Google が Neural machine translation (NMT) を採用したことをきっかけに、NMTが従来の機械翻訳よりナチュラルな文章を作り出すことを、一般の人々まで知るようになった。そして機械翻訳を売り物にした翻訳システムの販売が加速している感がある。

先日、某社が企業向けに行ったAI機械翻訳システムの説明を聞く機会あった。

説明内容の主たるものは、従来からある翻訳統合管理システムや翻訳支援ツールのそれとまったく変わらない。用語の管理や Translation memory (TM) の利用など、従来からあるものとなんら変わらない印象だった。

そして、肝心のAI機械翻訳の説明はどうなったかといえば、その営業担当者の説明文句によると「国際規格のようなもの」を用いて、人工知能を使った機械翻訳と人間翻訳を比較した結果がXX%の精度であるという説明と、機械翻訳されたサンプルを投影して(読ませることなく)流す程度の説明で終わってしまった。

つまり、自社開発したという「人工知能を使った機械翻訳」の翻訳品質を具体的に見せて説明することはなく、ひたすら、システム利用による翻訳プロセスの効率化と統合的な翻訳環境の優位性の説明に終始していた。これでは、従来の翻訳支援ツールの説明となんら変わりがない。聞いているこちらは「こんなシステムは以前からある」としか感じられなかった。ただ、そういうシステムを知らない一般の顧客層には、きっと魅力的に映ったに違いない。

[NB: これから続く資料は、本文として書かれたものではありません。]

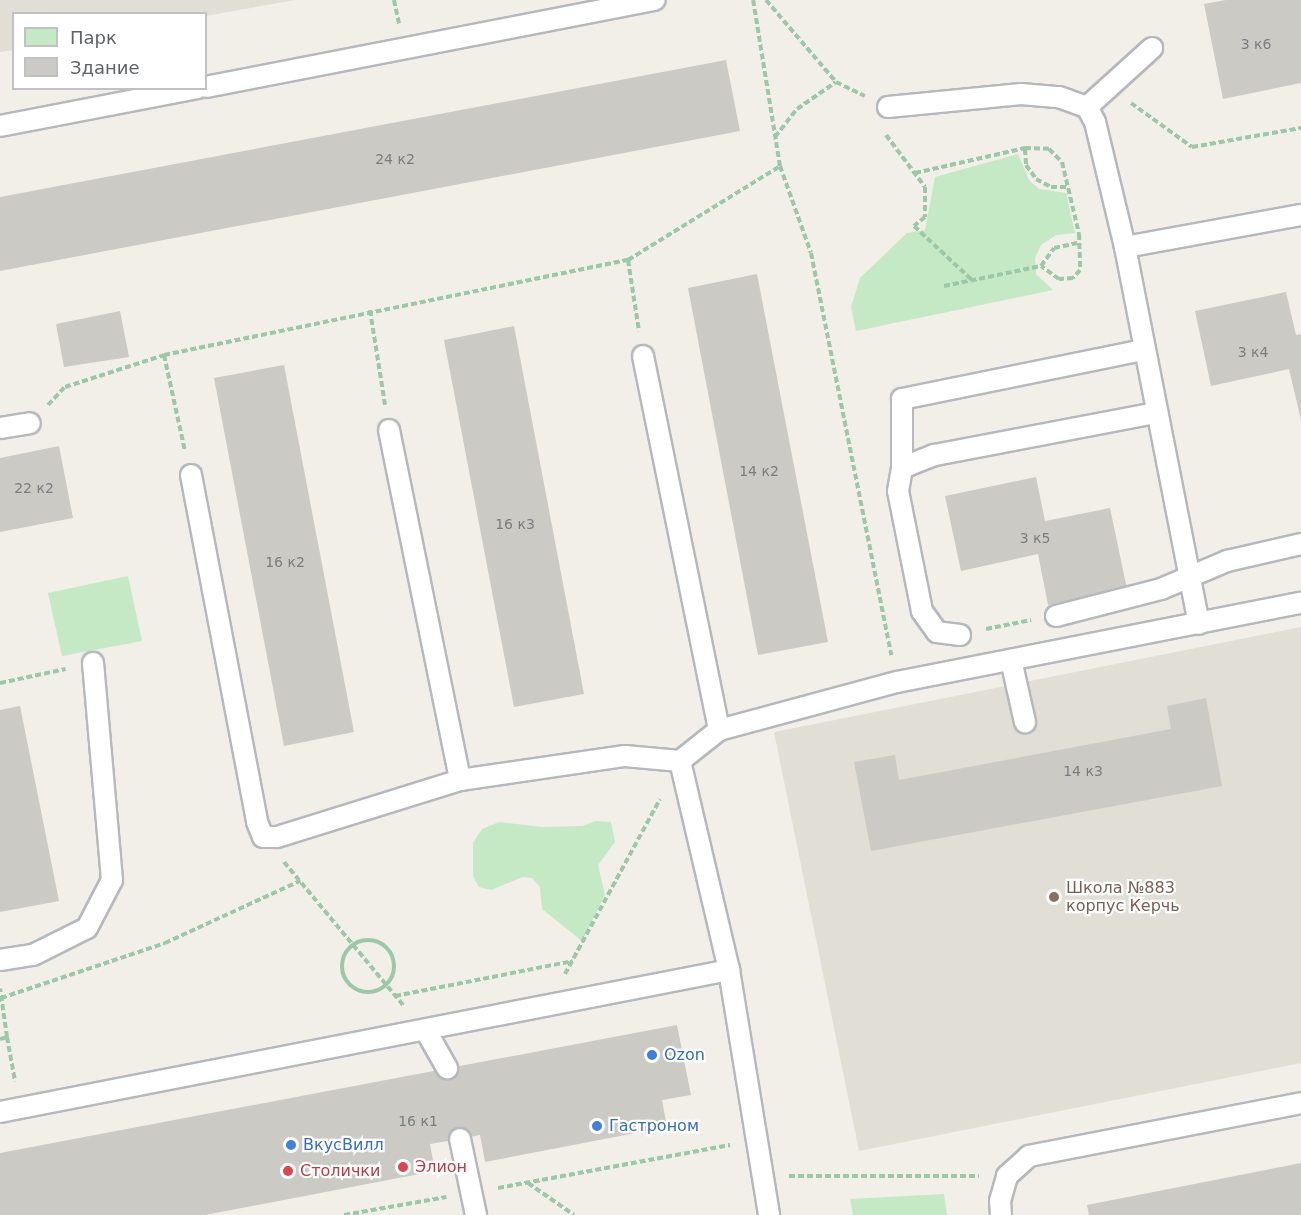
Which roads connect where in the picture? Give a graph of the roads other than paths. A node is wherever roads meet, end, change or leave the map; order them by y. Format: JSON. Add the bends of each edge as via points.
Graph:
{"nodes":[{"id":1,"x":655,"y":0,"type":"edge"},
{"id":2,"x":1152,"y":48,"type":"dead end"},
{"id":3,"x":207,"y":87,"type":"edge"},
{"id":4,"x":187,"y":90,"type":"edge"},
{"id":5,"x":883,"y":105,"type":"road end"},
{"id":6,"x":1087,"y":107,"type":"junction"},
{"id":7,"x":0,"y":126,"type":"edge"},
{"id":8,"x":1301,"y":215,"type":"edge"},
{"id":9,"x":1125,"y":246,"type":"junction"},
{"id":10,"x":1143,"y":350,"type":"junction"},
{"id":11,"x":644,"y":356,"type":"road end"},
{"id":12,"x":1156,"y":413,"type":"junction"},
{"id":13,"x":30,"y":423,"type":"road end"},
{"id":14,"x":0,"y":428,"type":"edge"},
{"id":15,"x":389,"y":430,"type":"road end"},
{"id":16,"x":902,"y":468,"type":"junction"},
{"id":17,"x":191,"y":475,"type":"road end"},
{"id":18,"x":1301,"y":544,"type":"edge"},
{"id":19,"x":1301,"y":603,"type":"edge"},
{"id":20,"x":1056,"y":616,"type":"road end"},
{"id":21,"x":1199,"y":624,"type":"junction"},
{"id":22,"x":960,"y":635,"type":"road end"},
{"id":23,"x":1011,"y":660,"type":"junction"},
{"id":24,"x":93,"y":663,"type":"road end"},
{"id":25,"x":1025,"y":722,"type":"dead end"},
{"id":26,"x":719,"y":730,"type":"junction"},
{"id":27,"x":680,"y":761,"type":"junction"},
{"id":28,"x":460,"y":780,"type":"junction"},
{"id":29,"x":0,"y":960,"type":"edge"},
{"id":30,"x":729,"y":970,"type":"junction"},
{"id":31,"x":426,"y":1031,"type":"junction"},
{"id":32,"x":447,"y":1068,"type":"dead end"},
{"id":33,"x":1301,"y":1103,"type":"edge"},
{"id":34,"x":0,"y":1112,"type":"edge"},
{"id":35,"x":460,"y":1138,"type":"dead end"},
{"id":36,"x":476,"y":1215,"type":"edge"},
{"id":37,"x":769,"y":1215,"type":"edge"},
{"id":38,"x":1001,"y":1215,"type":"edge"}],
"edges":[{"from":1,"to":3,"type":"lane"},
{"from":2,"to":6,"type":"lane"},
{"from":4,"to":7,"type":"lane"},
{"from":5,"to":6,"type":"lane","via":[[1021,94],[1059,97]]},
{"from":6,"to":9,"type":"lane","via":[[1095,122]]},
{"from":8,"to":9,"type":"lane"},
{"from":9,"to":10,"type":"lane"},
{"from":10,"to":12,"type":"lane"},
{"from":10,"to":16,"type":"lane","via":[[902,399]]},
{"from":11,"to":26,"type":"lane"},
{"from":12,"to":16,"type":"lane","via":[[934,455]]},
{"from":12,"to":21,"type":"lane"},
{"from":13,"to":14,"type":"lane"},
{"from":15,"to":28,"type":"lane"},
{"from":16,"to":22,"type":"lane","via":[[897,491],[922,611],[937,632]]},
{"from":17,"to":28,"type":"lane","via":[[263,837],[277,837]]},
{"from":18,"to":20,"type":"lane","via":[[1227,561],[1161,589]]},
{"from":19,"to":21,"type":"lane"},
{"from":21,"to":23,"type":"lane"},
{"from":23,"to":25,"type":"lane"},
{"from":23,"to":26,"type":"lane","via":[[897,682]]},
{"from":24,"to":29,"type":"lane","via":[[112,880],[87,928],[33,955]]},
{"from":26,"to":27,"type":"lane"},
{"from":27,"to":28,"type":"lane","via":[[625,756]]},
{"from":27,"to":30,"type":"lane"},
{"from":30,"to":31,"type":"lane"},
{"from":30,"to":37,"type":"lane"},
{"from":31,"to":32,"type":"lane"},
{"from":31,"to":34,"type":"lane"},
{"from":33,"to":38,"type":"lane","via":[[1029,1156],[1007,1176],[1000,1201]]},
{"from":35,"to":36,"type":"lane"}]}
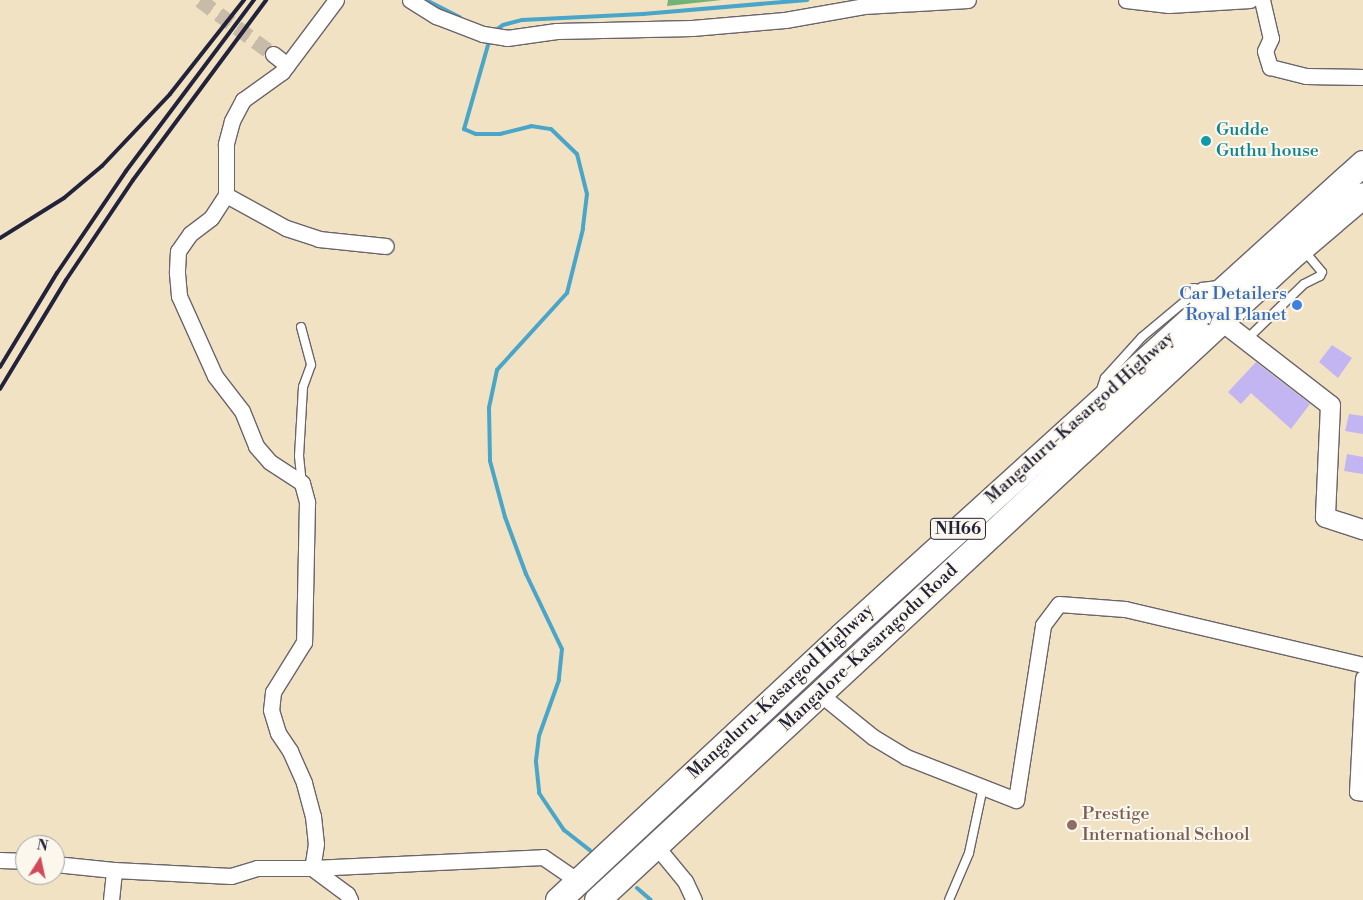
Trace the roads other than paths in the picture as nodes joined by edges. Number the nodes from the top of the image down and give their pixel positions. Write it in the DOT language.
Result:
graph roads {
  1 [pos="336,0"];
  2 [pos="410,0"];
  3 [pos="968,0"];
  4 [pos="1126,0"];
  5 [pos="1250,0"];
  6 [pos="1262,0"];
  7 [pos="273,54"];
  8 [pos="287,64"];
  9 [pos="1363,77"];
  10 [pos="1363,163"];
  11 [pos="226,195"];
  12 [pos="1363,195"];
  13 [pos="386,246"];
  14 [pos="1302,247"];
  15 [pos="1199,299"];
  16 [pos="1223,322"];
  17 [pos="301,327"];
  18 [pos="1246,340"];
  19 [pos="302,483"];
  20 [pos="1363,529"];
  21 [pos="1363,665"];
  22 [pos="1363,678"];
  23 [pos="820,694"];
  24 [pos="983,787"];
  25 [pos="1363,793"];
  26 [pos="656,846"];
  27 [pos="0,860"];
  28 [pos="15,861"];
  29 [pos="65,865"];
  30 [pos="312,868"];
  31 [pos="114,870"];
  32 [pos="578,881"];
  33 [pos="111,900"];
  34 [pos="350,900"];
  35 [pos="558,900"];
  36 [pos="597,900"];
  37 [pos="694,900"];
  38 [pos="949,900"];
  1 -- 8 [label="street"];
  2 -- 3 [label="street"];
  4 -- 5 [label="street"];
  6 -- 9 [label="street"];
  7 -- 8 [label="street"];
  8 -- 11 [label="street"];
  10 -- 15 [label="highway, Mangaluru-Kasargod Highway / NH66"];
  11 -- 13 [label="street"];
  11 -- 19 [label="street"];
  12 -- 14 [label="highway, Mangalore-Kasaragodu Road / NH66"];
  14 -- 16 [label="highway, Mangalore-Kasaragodu Road / NH66"];
  14 -- 18 [label="lane"];
  15 -- 16 [label="street"];
  15 -- 32 [label="highway, Mangaluru-Kasargod Highway / NH66"];
  16 -- 18 [label="street"];
  16 -- 23 [label="highway, Mangalore-Kasaragodu Road / NH66"];
  17 -- 19 [label="lane"];
  18 -- 20 [label="street"];
  19 -- 30 [label="street"];
  21 -- 24 [label="street"];
  22 -- 25 [label="street"];
  23 -- 24 [label="street"];
  23 -- 26 [label="highway, Mangalore-Kasaragodu Road / NH66"];
  24 -- 38 [label="lane"];
  26 -- 36 [label="highway, Mangalore-Kasaragodu Road / NH66"];
  26 -- 37 [label="street"];
  27 -- 28 [label="street"];
  29 -- 31 [label="street"];
  30 -- 31 [label="street"];
  30 -- 32 [label="street"];
  30 -- 34 [label="street"];
  31 -- 33 [label="street"];
  32 -- 35 [label="highway, Mangaluru-Kasargod Highway / NH66"];
}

そう、そういうことなのだ。「人工知能を採用した機械翻訳」とは、システム販売の単なる営業機会であり、宣伝文句として利用しているだけであって、売り方は従来の翻訳支援ツールのそれとまったく変わらない。そして導入する顧客の多くは、NMTだから良い翻訳結果が得られるのだろうという漠然とした理解と、統合された翻訳環境によって得られる効果への期待感で、判断してしまうのだと思う。

こうして、一般が持つ翻訳というものの概念がさらに壊されていくのだろう。言葉への意識とこだわりも一緒に。